Effects of Lipopolysaccharide on Intestinal P-glycoprotein Expression and Activity

It is well known that pharmacokinetics is often altered by changing the expression and activity of P-glycoprotein during sepsis. However, there have been few reports about expression and activity of P-glycoprotein in the small intestine during sepsis. We examined the levels of intestinal P-glycoprotein expression and activity using a rat sepsis model induced by lipopolysaccharide (LPS, from Escherichia coli). LPS was administered to male Wistar/ST rats intraperitonealy (i.p.) at 5 mg/kg. The small intestine was excised before and 1, 3 and 7 days after LPS administration, and the intestinal P-glycoprotein expression was determined using Western blot analysis. The activity of P-glycoprotein was evaluated by measuring the efflux of rhodamine-123 (Rho123) in rats using an in situ single perfusion method.

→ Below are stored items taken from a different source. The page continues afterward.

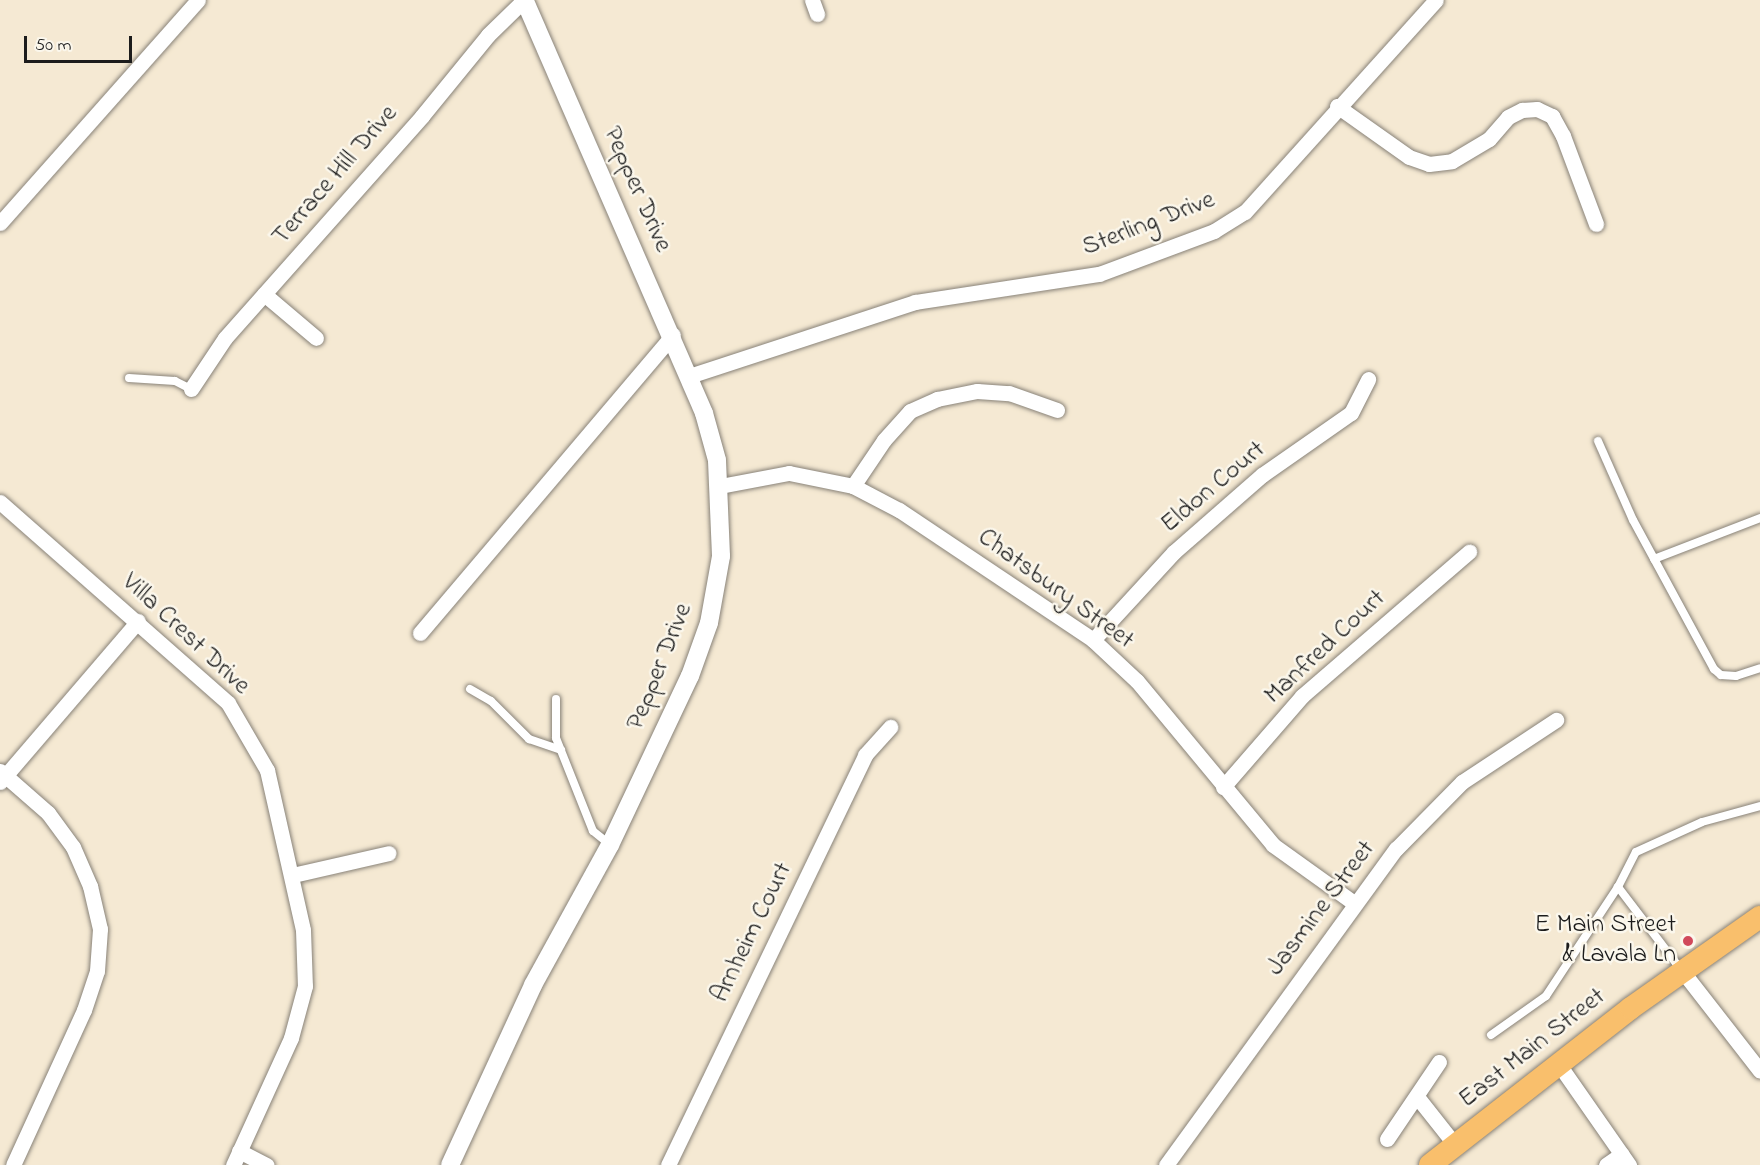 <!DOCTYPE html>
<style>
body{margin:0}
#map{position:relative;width:1760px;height:1165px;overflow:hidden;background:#f5e9d3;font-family:"Indie Flower",sans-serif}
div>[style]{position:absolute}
.roads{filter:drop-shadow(0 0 2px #888278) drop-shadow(0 0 2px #888278)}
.service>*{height:8px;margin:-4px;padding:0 4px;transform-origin:4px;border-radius:4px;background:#fff}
.minor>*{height:15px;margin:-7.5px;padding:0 7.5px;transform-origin:7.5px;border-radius:7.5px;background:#fff}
.tertiary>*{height:18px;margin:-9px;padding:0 9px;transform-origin:9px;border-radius:9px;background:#fff}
.primary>*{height:22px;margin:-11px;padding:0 11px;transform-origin:11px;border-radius:11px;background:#f9bf6c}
.dots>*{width:16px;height:16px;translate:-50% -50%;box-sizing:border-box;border:3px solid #fbf7ec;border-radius:50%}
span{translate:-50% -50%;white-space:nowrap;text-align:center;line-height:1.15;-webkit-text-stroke:5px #fbf7ec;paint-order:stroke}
.street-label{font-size:26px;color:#1c1c1c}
.poi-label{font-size:26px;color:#1c1c1c}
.right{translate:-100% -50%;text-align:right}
.scale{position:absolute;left:24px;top:36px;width:108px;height:27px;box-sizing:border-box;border:3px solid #1c1c1c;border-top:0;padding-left:8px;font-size:18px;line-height:21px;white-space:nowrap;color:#1c1c1c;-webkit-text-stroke:4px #fbf7ec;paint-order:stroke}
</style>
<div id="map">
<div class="roads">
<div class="service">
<div style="left:129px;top:378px;width:46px;rotate:3.7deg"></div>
<div style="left:175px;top:381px;width:18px;rotate:27deg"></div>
<div style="left:1598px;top:441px;width:86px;rotate:66.1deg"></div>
<div style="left:1633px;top:520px;width:170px;rotate:61.5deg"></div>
<div style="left:1714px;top:669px;width:9px;rotate:41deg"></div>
<div style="left:1721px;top:675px;width:15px;rotate:4deg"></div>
<div style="left:1736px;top:676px;width:25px;rotate:-18deg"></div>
<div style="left:1654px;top:559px;width:114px;rotate:-21.1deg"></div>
<div style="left:470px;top:689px;width:24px;rotate:30deg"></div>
<div style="left:491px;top:701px;width:54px;rotate:45deg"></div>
<div style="left:529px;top:739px;width:34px;rotate:19deg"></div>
<div style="left:556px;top:699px;width:39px;rotate:90deg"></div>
<div style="left:556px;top:738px;width:100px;rotate:68.3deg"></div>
<div style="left:593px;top:831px;width:21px;rotate:39deg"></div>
<div style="left:1682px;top:971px;width:106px;rotate:-127.3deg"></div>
<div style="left:1618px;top:887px;width:39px;rotate:-63deg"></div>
<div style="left:1636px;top:852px;width:72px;rotate:-24.4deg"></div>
<div style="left:1702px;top:822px;width:60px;rotate:-15.4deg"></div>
<div style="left:1491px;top:1035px;width:67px;rotate:-35.3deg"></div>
<div style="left:1546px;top:996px;width:131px;rotate:-56.6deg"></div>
</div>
<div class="minor">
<div style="left:812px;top:0;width:15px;rotate:70deg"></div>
<div style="left:1337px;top:106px;width:88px;rotate:35.3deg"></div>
<div style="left:1409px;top:157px;width:21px;rotate:19deg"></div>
<div style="left:1429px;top:164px;width:23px;rotate:-7deg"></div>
<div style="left:1452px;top:161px;width:43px;rotate:-30.7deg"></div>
<div style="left:1489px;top:139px;width:29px;rotate:-49deg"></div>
<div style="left:1508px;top:117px;width:16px;rotate:-27deg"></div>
<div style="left:1522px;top:110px;width:15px;rotate:-4deg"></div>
<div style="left:1537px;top:109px;width:17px;rotate:25deg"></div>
<div style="left:1552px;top:116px;width:23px;rotate:61deg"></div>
<div style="left:1563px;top:136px;width:94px;rotate:69.4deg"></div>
<div style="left:0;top:223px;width:298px;rotate:-48.4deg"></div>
<div style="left:264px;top:294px;width:68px;rotate:40.2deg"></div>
<div style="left:689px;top:376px;width:238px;rotate:-18.1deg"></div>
<div style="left:915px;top:302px;width:186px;rotate:-8.7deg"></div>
<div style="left:1099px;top:274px;width:123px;rotate:-20.5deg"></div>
<div style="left:1214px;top:231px;width:36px;rotate:-32deg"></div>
<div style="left:1245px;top:212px;width:285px;rotate:-48deg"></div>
<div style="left:191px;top:389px;width:61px;rotate:-56.3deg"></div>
<div style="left:225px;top:338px;width:297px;rotate:-48.4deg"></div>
<div style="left:422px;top:116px;width:104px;rotate:-50.8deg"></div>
<div style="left:488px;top:35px;width:50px;rotate:-44.2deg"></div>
<div style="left:720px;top:486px;width:70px;rotate:-10.7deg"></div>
<div style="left:789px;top:473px;width:65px;rotate:11.5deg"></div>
<div style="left:853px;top:486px;width:52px;rotate:27.6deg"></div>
<div style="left:899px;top:510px;width:234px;rotate:33.8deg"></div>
<div style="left:1093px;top:640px;width:60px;rotate:43deg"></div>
<div style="left:1137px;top:681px;width:213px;rotate:50.3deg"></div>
<div style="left:1273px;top:845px;width:100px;rotate:35.6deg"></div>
<div style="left:853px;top:486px;width:55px;rotate:-56deg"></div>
<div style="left:884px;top:440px;width:39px;rotate:-48deg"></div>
<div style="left:910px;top:411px;width:30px;rotate:-24deg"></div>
<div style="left:937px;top:399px;width:41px;rotate:-11.3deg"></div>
<div style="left:977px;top:391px;width:32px;rotate:4deg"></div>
<div style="left:1009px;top:393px;width:51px;rotate:19.5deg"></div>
<div style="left:0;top:502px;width:304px;rotate:41.4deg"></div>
<div style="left:228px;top:703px;width:78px;rotate:59.8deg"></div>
<div style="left:267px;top:770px;width:164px;rotate:77.3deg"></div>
<div style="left:303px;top:930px;width:56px;rotate:88deg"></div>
<div style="left:305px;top:986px;width:54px;rotate:105.1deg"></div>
<div style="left:291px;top:1038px;width:140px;rotate:114.5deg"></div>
<div style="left:420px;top:633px;width:391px;rotate:-49.7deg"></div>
<div style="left:1093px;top:640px;width:120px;rotate:-47.4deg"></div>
<div style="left:1174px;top:552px;width:117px;rotate:-41.2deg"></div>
<div style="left:1262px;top:475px;width:108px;rotate:-34.9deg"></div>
<div style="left:1351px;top:413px;width:38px;rotate:-63deg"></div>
<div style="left:0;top:771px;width:64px;rotate:41.2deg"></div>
<div style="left:48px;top:813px;width:42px;rotate:53.7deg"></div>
<div style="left:73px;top:847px;width:43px;rotate:66.4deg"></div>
<div style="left:90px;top:886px;width:44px;rotate:76.9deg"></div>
<div style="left:100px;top:929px;width:42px;rotate:94.1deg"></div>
<div style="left:97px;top:971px;width:41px;rotate:108.4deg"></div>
<div style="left:84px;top:1010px;width:170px;rotate:114.6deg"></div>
<div style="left:0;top:782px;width:212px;rotate:-49.4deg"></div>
<div style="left:1223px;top:787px;width:121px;rotate:-49deg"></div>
<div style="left:1302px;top:696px;width:221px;rotate:-40.8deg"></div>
<div style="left:293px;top:875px;width:98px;rotate:-12.9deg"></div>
<div style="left:1683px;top:972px;width:125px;rotate:52.1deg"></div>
<div style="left:1560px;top:1066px;width:121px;rotate:55.1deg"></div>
<div style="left:1418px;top:1098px;width:61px;rotate:51.6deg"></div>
<div style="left:1387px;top:1139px;width:93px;rotate:-56deg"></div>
<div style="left:239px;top:1151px;width:31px;rotate:27deg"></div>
<div style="left:668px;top:1165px;width:455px;rotate:-64.3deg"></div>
<div style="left:865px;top:755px;width:38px;rotate:-48deg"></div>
<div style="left:1166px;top:1165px;width:391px;rotate:-54deg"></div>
<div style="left:1396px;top:849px;width:94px;rotate:-45.4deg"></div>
<div style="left:1462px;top:782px;width:113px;rotate:-33.4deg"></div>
<div style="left:1606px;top:1165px;width:19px;rotate:-35deg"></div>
</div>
<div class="tertiary">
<div style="left:450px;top:1165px;width:198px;rotate:-65.2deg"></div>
<div style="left:533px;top:985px;width:160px;rotate:-61.2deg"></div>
<div style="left:610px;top:845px;width:187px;rotate:-64.7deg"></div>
<div style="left:690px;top:676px;width:56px;rotate:-70.3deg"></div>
<div style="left:709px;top:623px;width:68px;rotate:-79.8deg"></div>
<div style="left:721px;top:556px;width:96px;rotate:-92.4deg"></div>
<div style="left:717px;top:460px;width:49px;rotate:-105.5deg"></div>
<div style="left:704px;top:413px;width:451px;rotate:-113.5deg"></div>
</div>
<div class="primary">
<div style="left:1430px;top:1165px;width:255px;rotate:-38deg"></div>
<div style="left:1631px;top:1008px;width:158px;rotate:-35.2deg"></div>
</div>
</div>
<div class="dots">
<div style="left:1688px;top:941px;background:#d1495b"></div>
</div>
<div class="street-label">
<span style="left:336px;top:176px;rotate:-49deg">Terrace Hill Drive</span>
<span style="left:636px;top:190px;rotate:66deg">Pepper Drive</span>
<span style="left:1149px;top:225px;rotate:-21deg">Sterling Drive</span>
<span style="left:1214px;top:488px;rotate:-40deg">Eldon Court</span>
<span style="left:1055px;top:590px;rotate:36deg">Chatsbury Street</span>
<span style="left:185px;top:635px;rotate:43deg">Villa Crest Drive</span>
<span style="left:1326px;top:648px;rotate:-43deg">Manfred Court</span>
<span style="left:661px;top:667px;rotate:-68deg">Pepper Drive</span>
<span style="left:1322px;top:909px;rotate:-53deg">Jasmine Street</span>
<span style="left:753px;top:933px;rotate:-64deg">Arnheim Court</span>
<span style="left:1533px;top:1049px;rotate:-38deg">East Main Street</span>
</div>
<div class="poi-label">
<span class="right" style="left:1676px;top:941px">E Main Street<br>&amp; Lavala Ln</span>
</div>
<div class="scale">50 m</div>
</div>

The changes of permeability via the paracellular route were evaluated by measuring the amount of fluorescein isothicyanate-dextran 4400 (FD-4) in a similar way. On Day 1 after LPS administration, both the level of P-glycoprotein expression and the total amount of Rho123 excreted into the intestinal lumen decreased significantly, but levels of both AUC2-95 and CLtot were not significantly different as compared with the control group. On Day 3, the total P-glycoprotein, including intestinal P-glycoprotein, might have been induced by sepsis, and then the excretion of P-glycoprotein substrate drugs into the intestinal lumen increased more than that of the control group. On Day 7, all pharmacokinetic parameters returned to the control level. Thus the intestinal P-glycoprotein function recovered within 3 days of LPS administration.